IT WAS ONLY a matter of time before kombucha—the tart and effervescent, fermented tea-based beverage—got fancy. “It’s like third-wave coffee: People care about where the beans come from, how they’re roasted and how they’re brewed,” said Young Stowe, co-founder of the fermented-beverage company Unified Ferments, which launched in late 2019. “We are, in a sense, third-wave kombucha.”
The national kombucha brands now ubiquitous at supermarkets typically use tea as a vehicle for fermentation and fruit juices for flavor. But new small-batch producers are leaning into the flavors of the teas—and rigorously sourcing them.
Mr. Stowe and his partner, Graham Pirtle, import toddler-size bales of snow chrysanthemums from northern China’s Kunlun Mountain range to make one of their four core products. Because the flowers are under snow for much of the year, Mr. Pirtle explained, they develop protective amino acids and proteins. The sturdy blossoms make a rich, rust-colored tea and an iridescent, orange-wine-like fermented drink.
When it comes to steeping, Mssrs. Stowe and Pirtle have studied how each single-origin, loose-leaf tea is meant to be treated in order to express all its layers of flavor and aroma. They brew it accordingly, by hand, and then unlock more nuance through fermentation.

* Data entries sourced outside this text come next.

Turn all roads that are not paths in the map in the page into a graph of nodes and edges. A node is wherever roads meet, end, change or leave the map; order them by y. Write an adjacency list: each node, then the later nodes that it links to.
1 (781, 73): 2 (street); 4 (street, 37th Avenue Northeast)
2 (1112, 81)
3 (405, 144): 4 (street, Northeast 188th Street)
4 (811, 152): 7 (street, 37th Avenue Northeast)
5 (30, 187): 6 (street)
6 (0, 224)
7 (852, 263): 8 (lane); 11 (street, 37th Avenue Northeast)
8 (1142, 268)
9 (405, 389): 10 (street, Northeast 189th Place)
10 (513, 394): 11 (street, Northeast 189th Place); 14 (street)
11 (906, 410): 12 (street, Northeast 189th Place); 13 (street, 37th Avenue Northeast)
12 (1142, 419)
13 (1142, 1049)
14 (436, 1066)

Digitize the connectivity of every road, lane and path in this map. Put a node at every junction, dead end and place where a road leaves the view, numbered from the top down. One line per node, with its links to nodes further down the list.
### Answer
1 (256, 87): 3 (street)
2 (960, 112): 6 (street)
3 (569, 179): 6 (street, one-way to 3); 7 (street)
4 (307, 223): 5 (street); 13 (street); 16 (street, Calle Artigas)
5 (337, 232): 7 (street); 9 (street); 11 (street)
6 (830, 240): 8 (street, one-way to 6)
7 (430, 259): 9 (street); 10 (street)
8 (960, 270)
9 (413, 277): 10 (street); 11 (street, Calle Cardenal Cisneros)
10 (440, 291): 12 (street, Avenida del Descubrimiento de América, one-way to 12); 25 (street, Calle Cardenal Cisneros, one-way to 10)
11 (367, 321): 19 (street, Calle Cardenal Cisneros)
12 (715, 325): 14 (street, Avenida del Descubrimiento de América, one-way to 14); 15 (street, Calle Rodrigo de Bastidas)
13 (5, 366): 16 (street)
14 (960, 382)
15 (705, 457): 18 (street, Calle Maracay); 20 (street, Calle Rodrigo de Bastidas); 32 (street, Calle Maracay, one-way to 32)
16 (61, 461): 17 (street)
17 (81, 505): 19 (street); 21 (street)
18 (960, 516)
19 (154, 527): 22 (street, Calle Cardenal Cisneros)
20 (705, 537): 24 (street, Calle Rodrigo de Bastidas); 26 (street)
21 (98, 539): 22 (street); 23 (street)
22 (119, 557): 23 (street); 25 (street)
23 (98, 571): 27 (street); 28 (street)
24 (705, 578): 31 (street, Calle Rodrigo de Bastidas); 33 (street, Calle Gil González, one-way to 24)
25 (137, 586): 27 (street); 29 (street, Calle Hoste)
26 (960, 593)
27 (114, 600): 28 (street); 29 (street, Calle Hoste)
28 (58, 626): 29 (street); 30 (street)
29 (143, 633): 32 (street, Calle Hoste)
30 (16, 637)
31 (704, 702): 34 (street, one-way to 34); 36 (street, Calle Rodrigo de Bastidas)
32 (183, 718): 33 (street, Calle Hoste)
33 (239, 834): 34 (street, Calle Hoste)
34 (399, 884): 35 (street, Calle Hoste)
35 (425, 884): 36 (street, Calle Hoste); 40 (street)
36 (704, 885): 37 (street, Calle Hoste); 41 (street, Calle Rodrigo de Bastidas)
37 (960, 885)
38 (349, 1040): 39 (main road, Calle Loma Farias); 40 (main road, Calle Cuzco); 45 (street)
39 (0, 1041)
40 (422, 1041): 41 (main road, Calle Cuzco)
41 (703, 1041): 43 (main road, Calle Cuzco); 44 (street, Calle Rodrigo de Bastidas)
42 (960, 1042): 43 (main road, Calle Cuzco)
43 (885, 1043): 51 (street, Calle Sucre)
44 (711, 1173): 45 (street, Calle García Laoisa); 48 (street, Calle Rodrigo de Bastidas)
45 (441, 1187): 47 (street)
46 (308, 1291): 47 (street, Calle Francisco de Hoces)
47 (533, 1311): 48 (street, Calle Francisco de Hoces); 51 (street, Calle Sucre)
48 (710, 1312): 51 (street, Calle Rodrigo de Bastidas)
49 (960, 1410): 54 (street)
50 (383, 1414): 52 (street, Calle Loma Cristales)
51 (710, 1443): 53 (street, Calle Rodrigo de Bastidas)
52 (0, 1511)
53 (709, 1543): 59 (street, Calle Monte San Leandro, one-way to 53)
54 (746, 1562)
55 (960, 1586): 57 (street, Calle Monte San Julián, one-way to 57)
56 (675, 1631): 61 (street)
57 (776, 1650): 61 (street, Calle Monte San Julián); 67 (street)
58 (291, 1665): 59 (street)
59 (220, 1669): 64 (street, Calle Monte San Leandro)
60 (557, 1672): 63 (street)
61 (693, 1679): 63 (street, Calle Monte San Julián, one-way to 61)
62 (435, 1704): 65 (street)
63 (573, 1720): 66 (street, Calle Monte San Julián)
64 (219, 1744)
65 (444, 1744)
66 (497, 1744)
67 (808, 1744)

While most of the other brewers that favor a similar tea-forward and painstaking approach are newer to the scene, Yesfolk Tonics’ family-run kombucha microbrewery opened in Troy, N.Y., over three years ago. The operation is emphatically hands-off: no tinkering with acid or tannin levels via extracts or other additives on the back end. “We ferment in oak barrels in a [room] teeming with our house culture,” said co-owner Adam Elabd, referring to Yesfolk’s unique mix of microorganisms.